Renting - Letting you scale up and down your housing as needed

Renting - Worth another look?

This is the second in a series of articles about Housing as a Service. Recently my wife and I sold our condo and started renting again. I believe everyone over the age of 30 at my work owns their own home. Everyone in the local Toronto area, that I took engineering with owns their own home. However, reading other blogs, and my own recent personal experience, has me wanting to research renting more.

How much house do you need in life?

Did you buy as big a house as you could afford in the area you wanted? This is a pretty common behavior. Do you really need that space, for all of the time that you have it?

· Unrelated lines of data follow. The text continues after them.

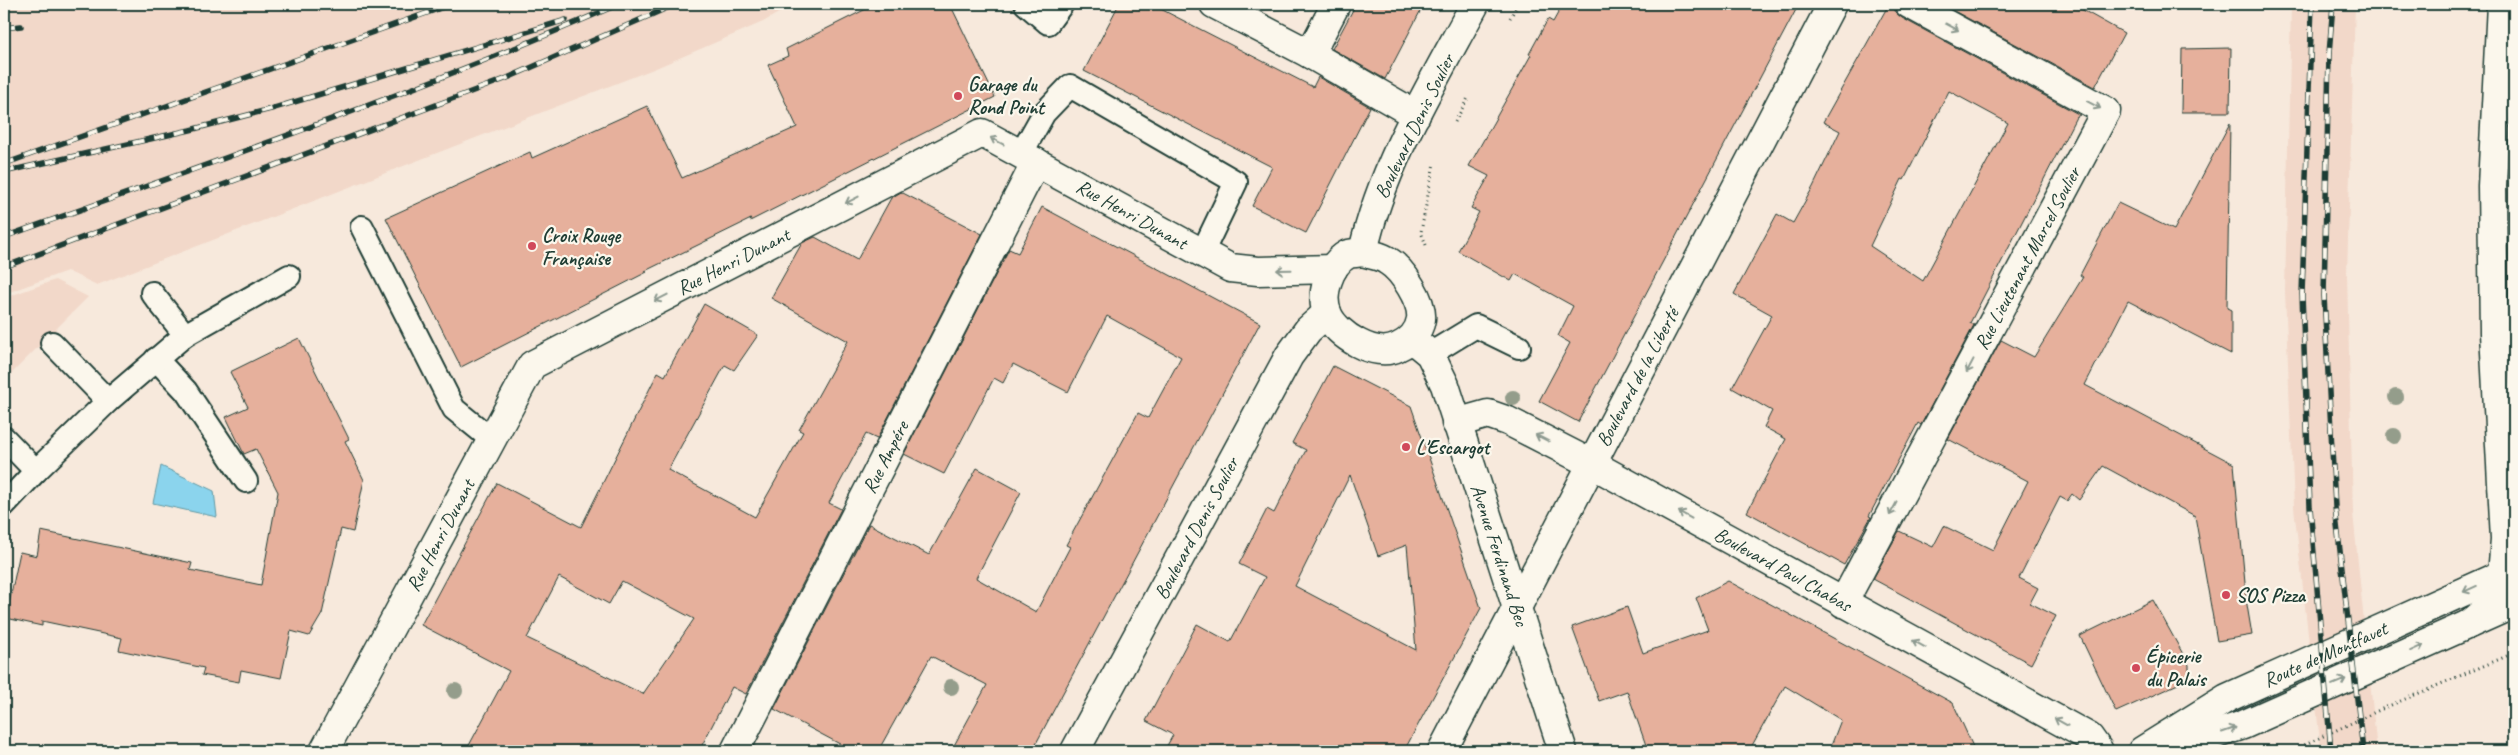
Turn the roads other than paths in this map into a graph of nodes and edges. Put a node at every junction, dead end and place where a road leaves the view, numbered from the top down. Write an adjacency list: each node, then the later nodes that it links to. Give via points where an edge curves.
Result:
1 (1026, 4): 2 (lane, via 1048,23)
2 (1062, 4)
3 (1214, 4): 9 (street)
4 (1336, 4): 9 (street)
5 (1474, 4): 10 (street, Boulevard Denis Soulier)
6 (1832, 4): 28 (street, Boulevard de la Liberté)
7 (1909, 4): 34 (street, Rue Lieutenant Marcel Soulier, one-way to 34, via 2106,111)
8 (2501, 4): 32 (street, via 2492,186 2494,333)
9 (1310, 54): 10 (street)
10 (1416, 115): 13 (street, Boulevard Denis Soulier, via 1371,216)
11 (1028, 158): 14 (street, Rue Henri Dunant); 14 (lane, via 1044,113 1070,86 1236,182); 27 (street, Rue Henri Dunant, one-way to 27, via 982,133 532,365); 39 (street, Rue Ampére)
12 (362, 227): 27 (lane, via 454,409)
13 (1363, 252): 15 (street, via 1348,254); 21 (street, via 1388,261 1416,296 1421,319)
14 (1202, 253): 15 (street, Rue Henri Dunant, one-way to 14, via 1258,271 1230,268)
15 (1333, 269): 18 (street, via 1324,293)
16 (289, 276): 19 (lane)
17 (152, 293): 19 (lane)
18 (1327, 313): 21 (street, via 1336,328 1372,349); 40 (street, Boulevard Denis Soulier, via 1308,330 1289,356)
19 (185, 335): 23 (lane)
20 (52, 343): 24 (lane)
21 (1421, 347): 22 (lane, via 1476,326); 25 (street, Avenue Ferdinand Bec, via 1445,385)
22 (1520, 348)
23 (156, 360): 24 (lane); 30 (lane, via 186,391)
24 (108, 401): 29 (lane)
25 (1456, 423): 28 (street, Boulevard Paul Chabas, one-way to 25, via 1488,414); 36 (street, Avenue Ferdinand Bec)
26 (4, 438): 29 (lane)
27 (492, 439): 38 (street, Rue Henri Dunant)
28 (1592, 464): 34 (street, Boulevard Paul Chabas, one-way to 28); 36 (street, Boulevard de la Liberté)
29 (36, 471): 31 (lane)
30 (246, 481)
31 (4, 505)
32 (2509, 520): 33 (street, via 2505,539)
33 (2508, 572): 37 (street, via 2488,607); 44 (street, Route de Montfavet, one-way to 44, via 2227,698)
34 (1844, 602): 43 (street, Boulevard Paul Chabas, one-way to 34, via 2089,737)
35 (2514, 604): 37 (street, Route de Montfavet)
36 (1517, 608): 41 (street, Boulevard de la Liberté); 42 (street, Avenue Ferdinand Bec)
37 (2469, 624): 45 (street, Route de Montfavet, one-way to 37, via 2243,725)
38 (324, 751)
39 (735, 751)
40 (1075, 751)
41 (1442, 751)
42 (1563, 751)
43 (2099, 751)
44 (2142, 751)
45 (2166, 751)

Consider the following assumptions and graph of how much housing you really need
  1. Children move out when they are 18
  2. Each child has their own room, from the age of 1 (some would consider this a luxury, but let's assume we want to do this)
  3. You have 3 children 
  4. You only need a 1 bedroom dwelling as a single person, and a 2-bedroom as a married couple with no children

This graph is initially based on my own life, where I lived by myself from 2003 until 2012, albeit I had a 2 bedroom dwelling because I drank the real estate "Buy as much as you can" Kool-Aid.

As you can see, your housing requirements definitely move up and down throughout your life. Again, it may be a luxury for each child to have their own bedroom, but let's start with this as an assumption.

Below is a graph of what many people do who buy their "forever" house. Of course, the problem with a forever house... is you're buying enough space to last you forever, whether you need that space right now, or later once your kids have moved out or not.

The Forever House is based on the following assumptions/ideas:
  1. Once married, we can't live in a 2-bedroom apartment, we have to live in a house
  2. We have to buy a house big enough for all future children we want, so a 4 bedroom place right away
  3. We can't move once the kids are moved out, this is home!
Looking at the 40 year period from 2003 to 2063, we see the following:
  1. The 18, out the door strategy requires: 154 bedroom years
  2. The Forever House strategy requires: 222 bedroom years
This is a difference of  44%, which can work out to hundreds of thousands of dollars

How Does Renting Make a Difference?

We've just seen, that a "Forever Home" is inefficient because you are carrying a lot more house than you need. This leads to higher costs for cleaning, maintenance, and property taxes. If you consider that a home is "wearing out" or needs to be completely renovated regularly to not look dated, then owning more home than you need just means you have more to renovate!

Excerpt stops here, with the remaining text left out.